* **ABOUT THIS TASK**: Write out the complete data exactly as written.

[GIVEN DATA]

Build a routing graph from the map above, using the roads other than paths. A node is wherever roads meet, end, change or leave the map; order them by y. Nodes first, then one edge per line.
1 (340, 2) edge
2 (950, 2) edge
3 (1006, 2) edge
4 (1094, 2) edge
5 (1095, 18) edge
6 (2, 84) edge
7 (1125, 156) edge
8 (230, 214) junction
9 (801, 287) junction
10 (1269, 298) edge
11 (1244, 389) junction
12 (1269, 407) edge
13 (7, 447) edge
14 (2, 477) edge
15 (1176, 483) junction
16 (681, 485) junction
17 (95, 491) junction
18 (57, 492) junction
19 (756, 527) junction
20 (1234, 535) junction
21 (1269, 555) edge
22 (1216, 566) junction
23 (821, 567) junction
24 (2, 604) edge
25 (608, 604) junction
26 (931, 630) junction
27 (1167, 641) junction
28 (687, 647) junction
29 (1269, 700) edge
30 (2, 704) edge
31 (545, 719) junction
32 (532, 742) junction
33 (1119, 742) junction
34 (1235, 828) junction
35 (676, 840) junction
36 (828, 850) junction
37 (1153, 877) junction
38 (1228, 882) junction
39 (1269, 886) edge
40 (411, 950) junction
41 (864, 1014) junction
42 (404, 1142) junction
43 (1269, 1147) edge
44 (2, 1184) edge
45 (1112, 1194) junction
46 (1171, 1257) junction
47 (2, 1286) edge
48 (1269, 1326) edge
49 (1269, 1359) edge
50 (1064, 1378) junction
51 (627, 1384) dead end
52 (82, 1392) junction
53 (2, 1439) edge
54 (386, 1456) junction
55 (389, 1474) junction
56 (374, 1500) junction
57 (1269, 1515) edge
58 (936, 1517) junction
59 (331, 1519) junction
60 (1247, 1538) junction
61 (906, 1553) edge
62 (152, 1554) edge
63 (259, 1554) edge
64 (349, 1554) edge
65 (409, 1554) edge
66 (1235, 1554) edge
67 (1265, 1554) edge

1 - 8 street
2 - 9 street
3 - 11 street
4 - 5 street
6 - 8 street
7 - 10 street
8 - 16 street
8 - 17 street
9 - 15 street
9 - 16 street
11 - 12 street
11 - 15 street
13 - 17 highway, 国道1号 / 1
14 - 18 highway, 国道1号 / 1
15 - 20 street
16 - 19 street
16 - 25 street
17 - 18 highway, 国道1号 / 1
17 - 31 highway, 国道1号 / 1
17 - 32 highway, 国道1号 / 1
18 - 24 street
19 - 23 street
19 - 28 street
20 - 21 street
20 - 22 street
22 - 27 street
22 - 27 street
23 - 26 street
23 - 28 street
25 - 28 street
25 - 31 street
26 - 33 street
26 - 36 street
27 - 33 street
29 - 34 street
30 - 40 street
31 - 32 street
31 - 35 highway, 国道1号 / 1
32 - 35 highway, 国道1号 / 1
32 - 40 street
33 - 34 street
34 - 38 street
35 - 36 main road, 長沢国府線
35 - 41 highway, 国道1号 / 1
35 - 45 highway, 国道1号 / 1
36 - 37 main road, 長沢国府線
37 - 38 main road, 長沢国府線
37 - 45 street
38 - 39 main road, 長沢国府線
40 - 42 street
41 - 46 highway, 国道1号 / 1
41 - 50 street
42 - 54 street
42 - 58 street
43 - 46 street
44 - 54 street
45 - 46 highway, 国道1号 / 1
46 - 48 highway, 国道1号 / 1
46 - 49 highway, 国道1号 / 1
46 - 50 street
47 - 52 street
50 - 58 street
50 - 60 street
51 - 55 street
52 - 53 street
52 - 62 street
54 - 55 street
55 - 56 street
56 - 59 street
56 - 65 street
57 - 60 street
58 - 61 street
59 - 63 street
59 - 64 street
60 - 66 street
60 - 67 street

[/GIVEN DATA]

* **RESPONSE BELOW**:
Build a routing graph from the map above, using the roads other than paths. A node is wherever roads meet, end, change or leave the map; order them by y. Nodes first, then one edge per line.
1 (340, 2) edge
2 (950, 2) edge
3 (1006, 2) edge
4 (1094, 2) edge
5 (1095, 18) edge
6 (2, 84) edge
7 (1125, 156) edge
8 (230, 214) junction
9 (801, 287) junction
10 (1269, 298) edge
11 (1244, 389) junction
12 (1269, 407) edge
13 (7, 447) edge
14 (2, 477) edge
15 (1176, 483) junction
16 (681, 485) junction
17 (95, 491) junction
18 (57, 492) junction
19 (756, 527) junction
20 (1234, 535) junction
21 (1269, 555) edge
22 (1216, 566) junction
23 (821, 567) junction
24 (2, 604) edge
25 (608, 604) junction
26 (931, 630) junction
27 (1167, 641) junction
28 (687, 647) junction
29 (1269, 700) edge
30 (2, 704) edge
31 (545, 719) junction
32 (532, 742) junction
33 (1119, 742) junction
34 (1235, 828) junction
35 (676, 840) junction
36 (828, 850) junction
37 (1153, 877) junction
38 (1228, 882) junction
39 (1269, 886) edge
40 (411, 950) junction
41 (864, 1014) junction
42 (404, 1142) junction
43 (1269, 1147) edge
44 (2, 1184) edge
45 (1112, 1194) junction
46 (1171, 1257) junction
47 (2, 1286) edge
48 (1269, 1326) edge
49 (1269, 1359) edge
50 (1064, 1378) junction
51 (627, 1384) dead end
52 (82, 1392) junction
53 (2, 1439) edge
54 (386, 1456) junction
55 (389, 1474) junction
56 (374, 1500) junction
57 (1269, 1515) edge
58 (936, 1517) junction
59 (331, 1519) junction
60 (1247, 1538) junction
61 (906, 1553) edge
62 (152, 1554) edge
63 (259, 1554) edge
64 (349, 1554) edge
65 (409, 1554) edge
66 (1235, 1554) edge
67 (1265, 1554) edge

1 - 8 street
2 - 9 street
3 - 11 street
4 - 5 street
6 - 8 street
7 - 10 street
8 - 16 street
8 - 17 street
9 - 15 street
9 - 16 street
11 - 12 street
11 - 15 street
13 - 17 highway, 国道1号 / 1
14 - 18 highway, 国道1号 / 1
15 - 20 street
16 - 19 street
16 - 25 street
17 - 18 highway, 国道1号 / 1
17 - 31 highway, 国道1号 / 1
17 - 32 highway, 国道1号 / 1
18 - 24 street
19 - 23 street
19 - 28 street
20 - 21 street
20 - 22 street
22 - 27 street
22 - 27 street
23 - 26 street
23 - 28 street
25 - 28 street
25 - 31 street
26 - 33 street
26 - 36 street
27 - 33 street
29 - 34 street
30 - 40 street
31 - 32 street
31 - 35 highway, 国道1号 / 1
32 - 35 highway, 国道1号 / 1
32 - 40 street
33 - 34 street
34 - 38 street
35 - 36 main road, 長沢国府線
35 - 41 highway, 国道1号 / 1
35 - 45 highway, 国道1号 / 1
36 - 37 main road, 長沢国府線
37 - 38 main road, 長沢国府線
37 - 45 street
38 - 39 main road, 長沢国府線
40 - 42 street
41 - 46 highway, 国道1号 / 1
41 - 50 street
42 - 54 street
42 - 58 street
43 - 46 street
44 - 54 street
45 - 46 highway, 国道1号 / 1
46 - 48 highway, 国道1号 / 1
46 - 49 highway, 国道1号 / 1
46 - 50 street
47 - 52 street
50 - 58 street
50 - 60 street
51 - 55 street
52 - 53 street
52 - 62 street
54 - 55 street
55 - 56 street
56 - 59 street
56 - 65 street
57 - 60 street
58 - 61 street
59 - 63 street
59 - 64 street
60 - 66 street
60 - 67 street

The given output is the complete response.